■ **Entries supplied**

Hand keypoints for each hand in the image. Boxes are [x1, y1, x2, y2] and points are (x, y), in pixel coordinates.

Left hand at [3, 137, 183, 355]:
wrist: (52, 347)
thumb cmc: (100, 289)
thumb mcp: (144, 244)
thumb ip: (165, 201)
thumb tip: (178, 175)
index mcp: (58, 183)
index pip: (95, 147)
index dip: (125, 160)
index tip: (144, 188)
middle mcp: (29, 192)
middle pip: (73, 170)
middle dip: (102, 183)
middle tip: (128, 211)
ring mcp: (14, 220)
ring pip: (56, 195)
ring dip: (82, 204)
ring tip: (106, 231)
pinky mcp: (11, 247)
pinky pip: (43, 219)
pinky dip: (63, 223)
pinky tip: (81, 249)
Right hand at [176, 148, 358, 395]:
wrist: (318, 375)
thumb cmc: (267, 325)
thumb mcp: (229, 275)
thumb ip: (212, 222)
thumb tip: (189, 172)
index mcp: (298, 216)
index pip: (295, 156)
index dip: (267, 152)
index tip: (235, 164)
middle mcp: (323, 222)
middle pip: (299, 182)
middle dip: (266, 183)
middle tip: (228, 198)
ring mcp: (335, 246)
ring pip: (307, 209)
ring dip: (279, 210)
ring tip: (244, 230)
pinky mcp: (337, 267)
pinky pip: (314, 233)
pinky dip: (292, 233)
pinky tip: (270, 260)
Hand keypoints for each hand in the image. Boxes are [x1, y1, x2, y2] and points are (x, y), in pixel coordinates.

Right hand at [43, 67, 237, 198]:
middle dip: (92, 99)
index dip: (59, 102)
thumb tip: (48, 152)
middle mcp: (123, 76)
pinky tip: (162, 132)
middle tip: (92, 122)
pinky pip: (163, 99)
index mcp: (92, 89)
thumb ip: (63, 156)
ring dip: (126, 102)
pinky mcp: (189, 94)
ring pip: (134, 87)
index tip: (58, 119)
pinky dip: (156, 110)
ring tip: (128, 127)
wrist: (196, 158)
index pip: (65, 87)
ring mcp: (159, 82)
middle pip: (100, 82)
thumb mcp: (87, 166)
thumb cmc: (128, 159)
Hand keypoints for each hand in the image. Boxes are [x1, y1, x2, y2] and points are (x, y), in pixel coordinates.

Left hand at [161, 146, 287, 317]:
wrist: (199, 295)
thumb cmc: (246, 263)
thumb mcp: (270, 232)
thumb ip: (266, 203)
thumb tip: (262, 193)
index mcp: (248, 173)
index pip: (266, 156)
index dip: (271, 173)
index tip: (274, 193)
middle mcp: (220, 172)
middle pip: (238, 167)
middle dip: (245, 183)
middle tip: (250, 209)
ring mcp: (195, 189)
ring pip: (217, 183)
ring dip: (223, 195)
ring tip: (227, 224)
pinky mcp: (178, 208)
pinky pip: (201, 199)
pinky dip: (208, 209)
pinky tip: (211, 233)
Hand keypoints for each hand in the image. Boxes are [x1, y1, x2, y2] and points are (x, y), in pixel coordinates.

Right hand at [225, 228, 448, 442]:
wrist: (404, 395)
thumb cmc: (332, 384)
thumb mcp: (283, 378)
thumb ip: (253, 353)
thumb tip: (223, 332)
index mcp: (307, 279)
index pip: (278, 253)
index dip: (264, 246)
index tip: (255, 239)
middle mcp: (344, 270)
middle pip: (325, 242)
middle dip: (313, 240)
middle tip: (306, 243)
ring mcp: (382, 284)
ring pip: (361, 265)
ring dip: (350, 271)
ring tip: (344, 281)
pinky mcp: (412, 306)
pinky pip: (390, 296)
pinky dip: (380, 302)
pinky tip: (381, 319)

---

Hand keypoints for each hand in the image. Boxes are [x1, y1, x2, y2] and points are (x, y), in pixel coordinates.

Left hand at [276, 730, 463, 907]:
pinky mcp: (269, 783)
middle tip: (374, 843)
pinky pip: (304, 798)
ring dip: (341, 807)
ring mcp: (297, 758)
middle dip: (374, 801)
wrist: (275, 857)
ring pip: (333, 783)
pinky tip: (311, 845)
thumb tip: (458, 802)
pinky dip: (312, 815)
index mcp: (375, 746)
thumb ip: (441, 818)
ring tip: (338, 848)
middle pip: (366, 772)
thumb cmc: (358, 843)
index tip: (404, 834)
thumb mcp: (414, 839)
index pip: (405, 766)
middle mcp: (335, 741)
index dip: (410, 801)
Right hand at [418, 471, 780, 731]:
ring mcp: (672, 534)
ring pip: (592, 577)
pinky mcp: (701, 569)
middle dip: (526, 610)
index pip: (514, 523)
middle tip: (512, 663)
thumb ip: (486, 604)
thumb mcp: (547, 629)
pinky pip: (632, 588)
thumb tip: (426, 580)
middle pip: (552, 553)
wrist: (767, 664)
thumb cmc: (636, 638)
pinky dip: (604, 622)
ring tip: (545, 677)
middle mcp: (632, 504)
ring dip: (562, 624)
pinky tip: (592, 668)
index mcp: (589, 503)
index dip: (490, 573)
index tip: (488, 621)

■ **Activity**
Among the records above, a stretch begins at the line containing "pinky dip: (604, 622)" and ends at the line containing "index tip: (488, 621)". Restate that stretch word for word, and nothing else.

■ **Problem solution**
pinky dip: (604, 622)
ring tip: (545, 677)
middle mcp: (632, 504)
ring dip: (562, 624)
pinky tip: (592, 668)
index mcp: (589, 503)
index dip: (490, 573)
index tip: (488, 621)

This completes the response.